[What is being asked] Filter the entries and keep only the lines where the string "view" appears.

[Records for this task]
■ ■ ■

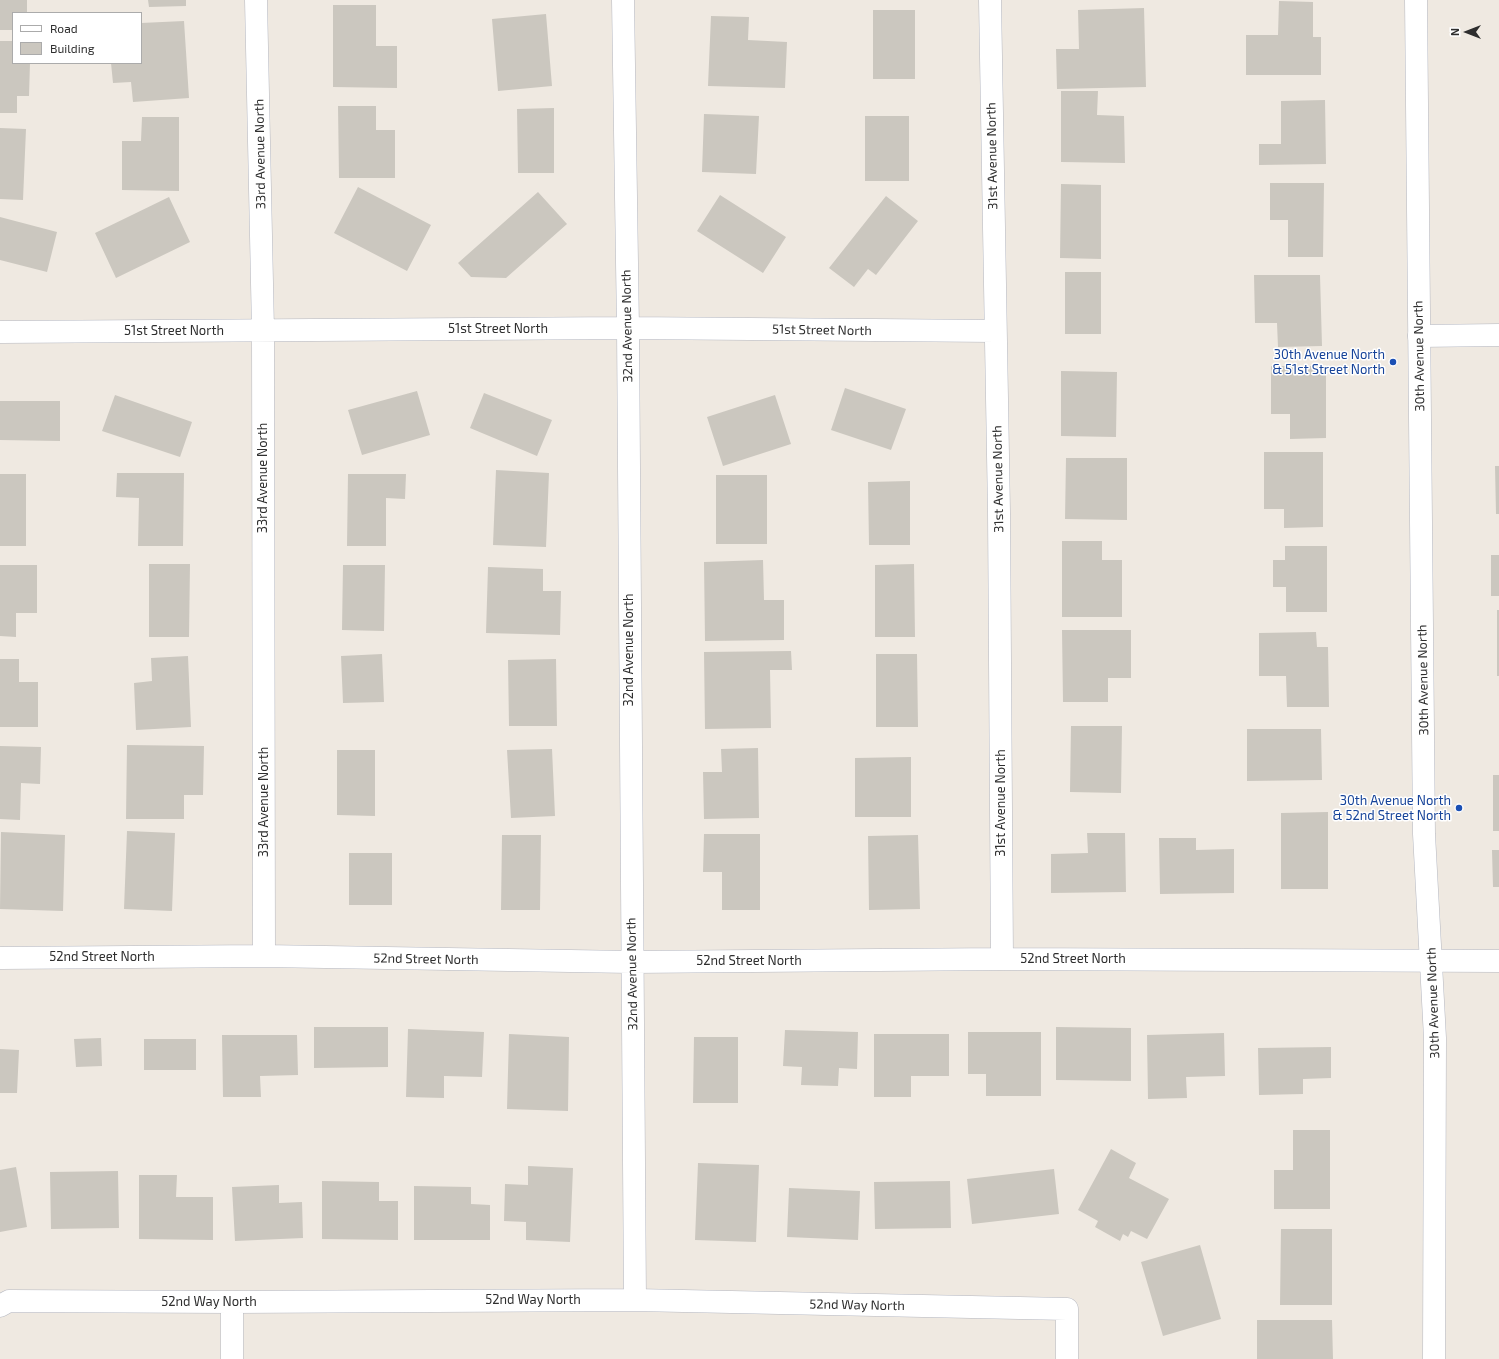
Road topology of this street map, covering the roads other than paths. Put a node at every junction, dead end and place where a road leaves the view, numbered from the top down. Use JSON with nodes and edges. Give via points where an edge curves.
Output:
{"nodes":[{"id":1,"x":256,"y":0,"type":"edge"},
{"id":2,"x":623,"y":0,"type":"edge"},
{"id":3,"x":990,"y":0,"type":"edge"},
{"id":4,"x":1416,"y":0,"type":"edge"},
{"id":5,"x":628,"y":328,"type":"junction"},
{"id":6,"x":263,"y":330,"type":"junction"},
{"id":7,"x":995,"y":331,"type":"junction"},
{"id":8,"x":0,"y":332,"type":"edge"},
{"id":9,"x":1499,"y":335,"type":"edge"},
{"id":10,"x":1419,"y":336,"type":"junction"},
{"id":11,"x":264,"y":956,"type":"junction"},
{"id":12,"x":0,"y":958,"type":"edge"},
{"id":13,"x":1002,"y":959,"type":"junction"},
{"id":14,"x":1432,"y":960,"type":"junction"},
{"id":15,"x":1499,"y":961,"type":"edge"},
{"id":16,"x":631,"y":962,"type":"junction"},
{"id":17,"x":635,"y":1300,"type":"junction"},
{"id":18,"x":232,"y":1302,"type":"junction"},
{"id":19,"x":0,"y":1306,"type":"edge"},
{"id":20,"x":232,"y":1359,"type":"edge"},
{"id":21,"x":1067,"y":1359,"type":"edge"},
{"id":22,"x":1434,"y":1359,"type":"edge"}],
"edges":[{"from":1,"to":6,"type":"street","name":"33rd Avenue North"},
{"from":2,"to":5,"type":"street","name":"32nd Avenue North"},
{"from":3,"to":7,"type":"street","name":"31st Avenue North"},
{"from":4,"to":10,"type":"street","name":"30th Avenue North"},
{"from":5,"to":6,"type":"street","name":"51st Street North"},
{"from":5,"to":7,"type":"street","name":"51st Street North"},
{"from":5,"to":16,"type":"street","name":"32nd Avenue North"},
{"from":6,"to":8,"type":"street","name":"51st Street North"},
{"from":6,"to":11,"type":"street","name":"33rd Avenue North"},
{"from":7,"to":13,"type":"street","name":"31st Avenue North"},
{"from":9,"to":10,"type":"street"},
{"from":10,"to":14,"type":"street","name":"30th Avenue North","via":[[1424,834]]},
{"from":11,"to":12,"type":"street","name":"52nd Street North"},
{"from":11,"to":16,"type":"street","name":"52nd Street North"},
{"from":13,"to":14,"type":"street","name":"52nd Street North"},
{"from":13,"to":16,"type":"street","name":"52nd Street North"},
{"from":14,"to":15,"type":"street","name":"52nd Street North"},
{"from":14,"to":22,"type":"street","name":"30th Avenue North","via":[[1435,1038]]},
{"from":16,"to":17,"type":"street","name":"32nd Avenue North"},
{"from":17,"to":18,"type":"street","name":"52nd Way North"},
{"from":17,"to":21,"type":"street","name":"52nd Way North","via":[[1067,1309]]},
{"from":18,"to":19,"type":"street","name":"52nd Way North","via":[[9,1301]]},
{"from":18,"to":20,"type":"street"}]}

■ ■ ■

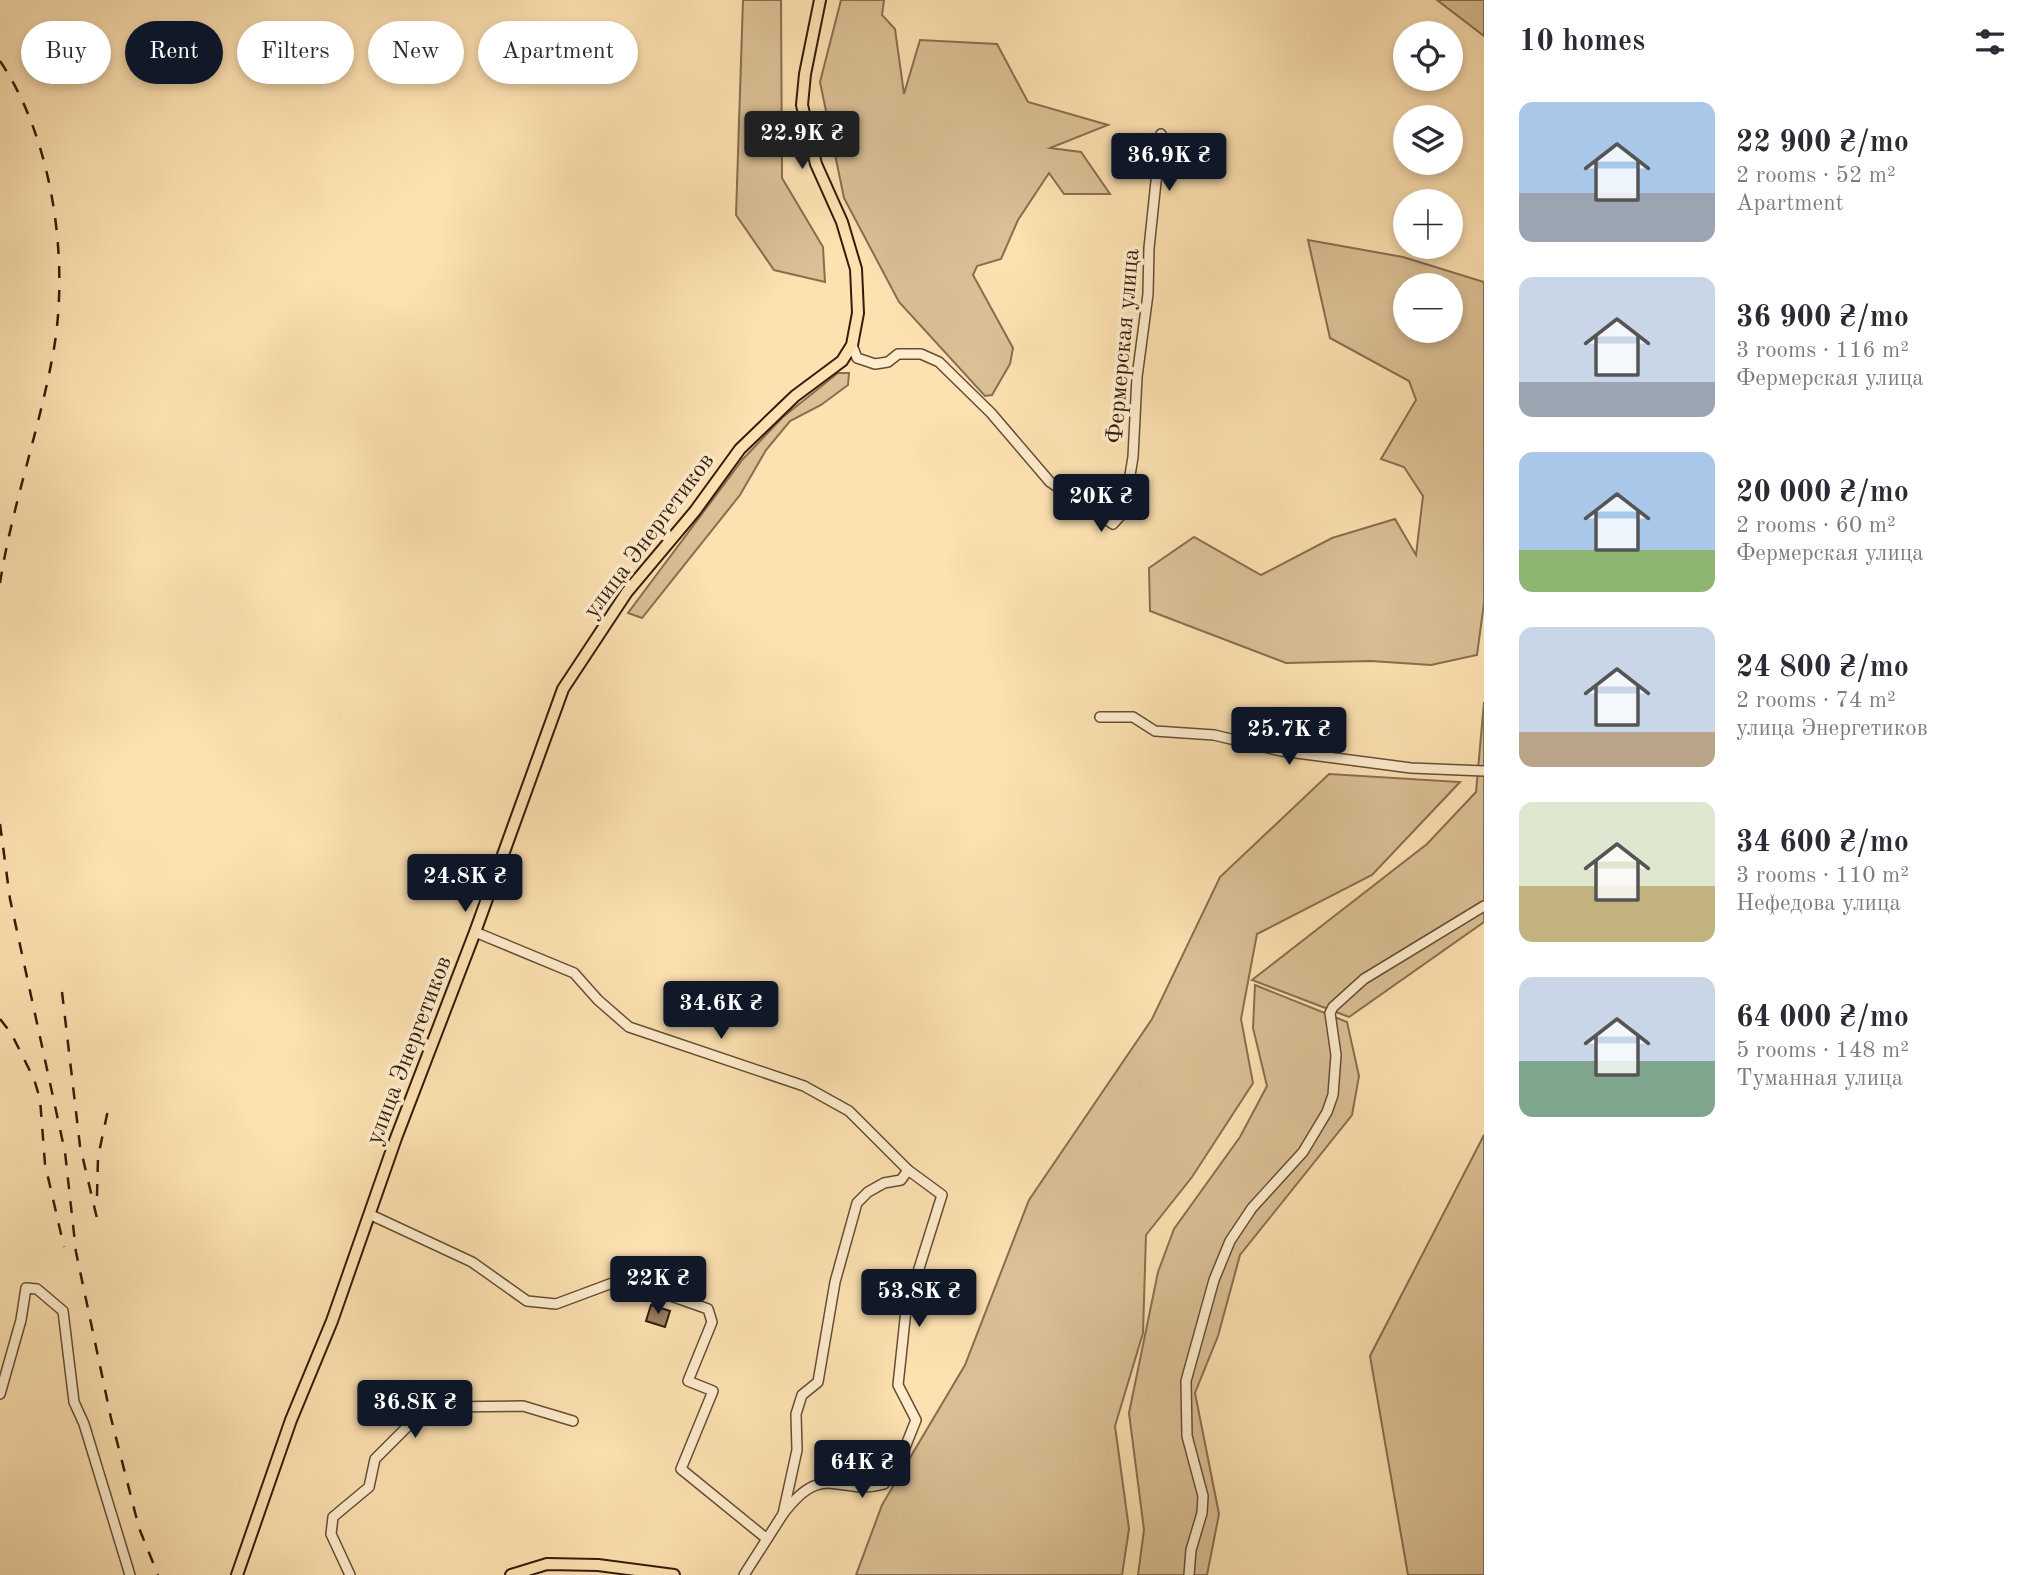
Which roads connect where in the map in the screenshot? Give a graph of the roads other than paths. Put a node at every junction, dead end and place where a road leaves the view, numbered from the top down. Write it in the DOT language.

■ ■ ■

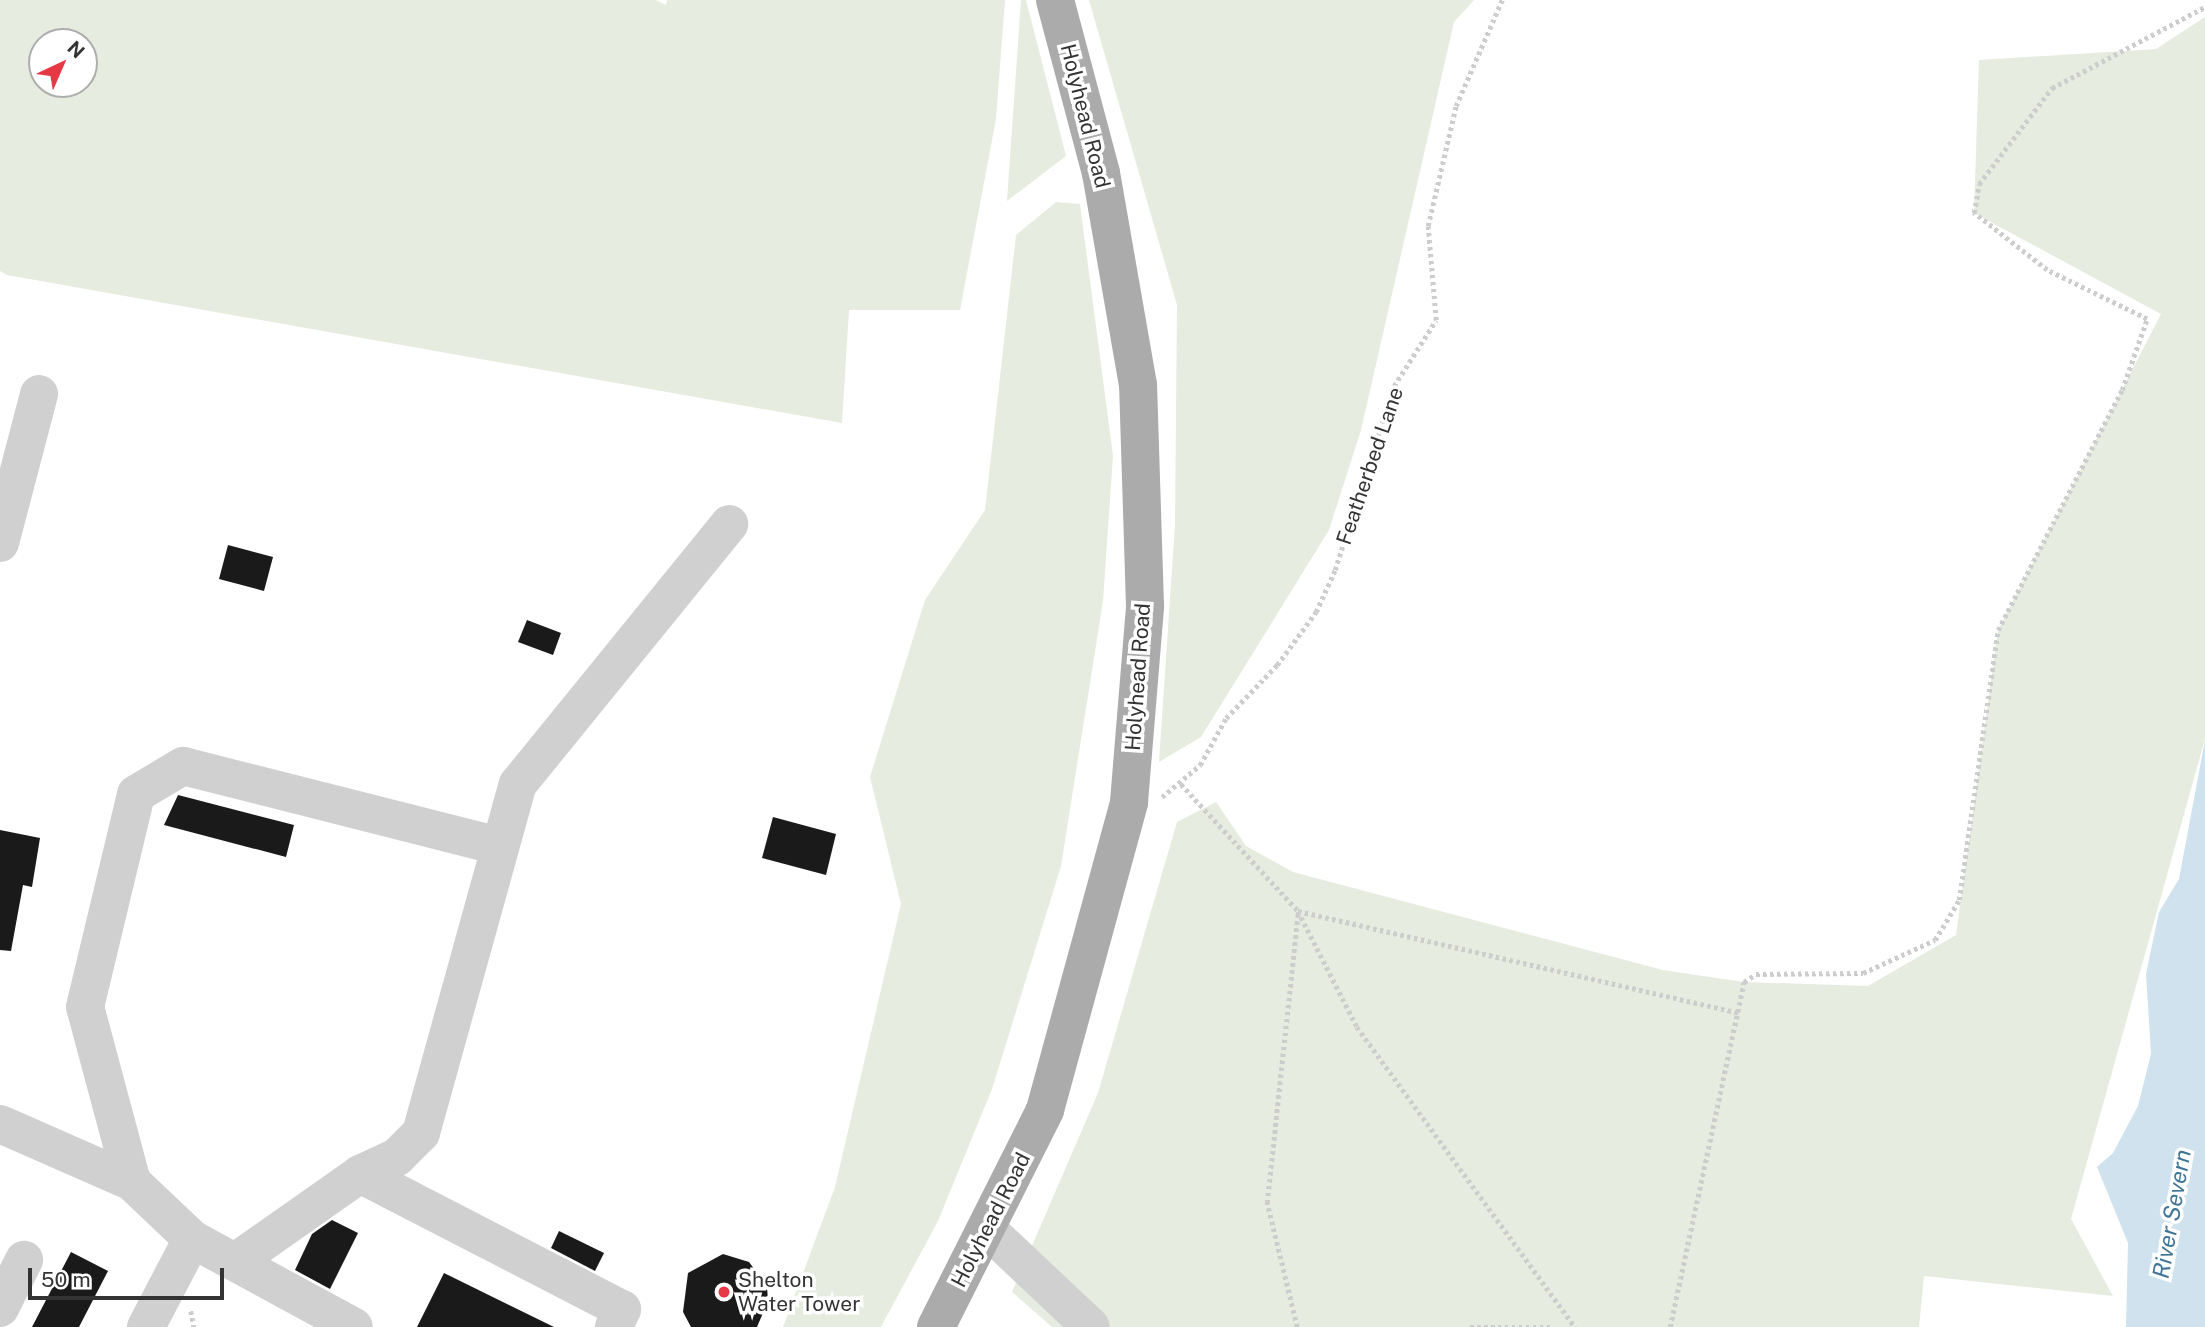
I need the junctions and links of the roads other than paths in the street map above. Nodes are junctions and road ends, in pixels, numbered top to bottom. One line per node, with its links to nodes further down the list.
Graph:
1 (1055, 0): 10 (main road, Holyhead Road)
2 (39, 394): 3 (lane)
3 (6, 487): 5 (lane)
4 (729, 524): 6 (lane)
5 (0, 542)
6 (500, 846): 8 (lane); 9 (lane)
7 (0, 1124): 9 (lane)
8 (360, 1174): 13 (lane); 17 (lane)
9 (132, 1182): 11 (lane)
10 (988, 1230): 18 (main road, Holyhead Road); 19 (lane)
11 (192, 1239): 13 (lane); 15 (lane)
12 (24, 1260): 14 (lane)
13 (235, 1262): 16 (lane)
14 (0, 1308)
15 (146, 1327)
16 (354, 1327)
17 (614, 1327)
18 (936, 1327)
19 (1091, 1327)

■ ■ ■

[Finished task]
Road topology of this street map, covering the roads other than paths. Put a node at every junction, dead end and place where a road leaves the view, numbered from the top down. Use JSON with nodes and edges. Give via points where an edge curves.
Which roads connect where in the map in the screenshot? Give a graph of the roads other than paths. Put a node at every junction, dead end and place where a road leaves the view, numbered from the top down. Write it in the DOT language.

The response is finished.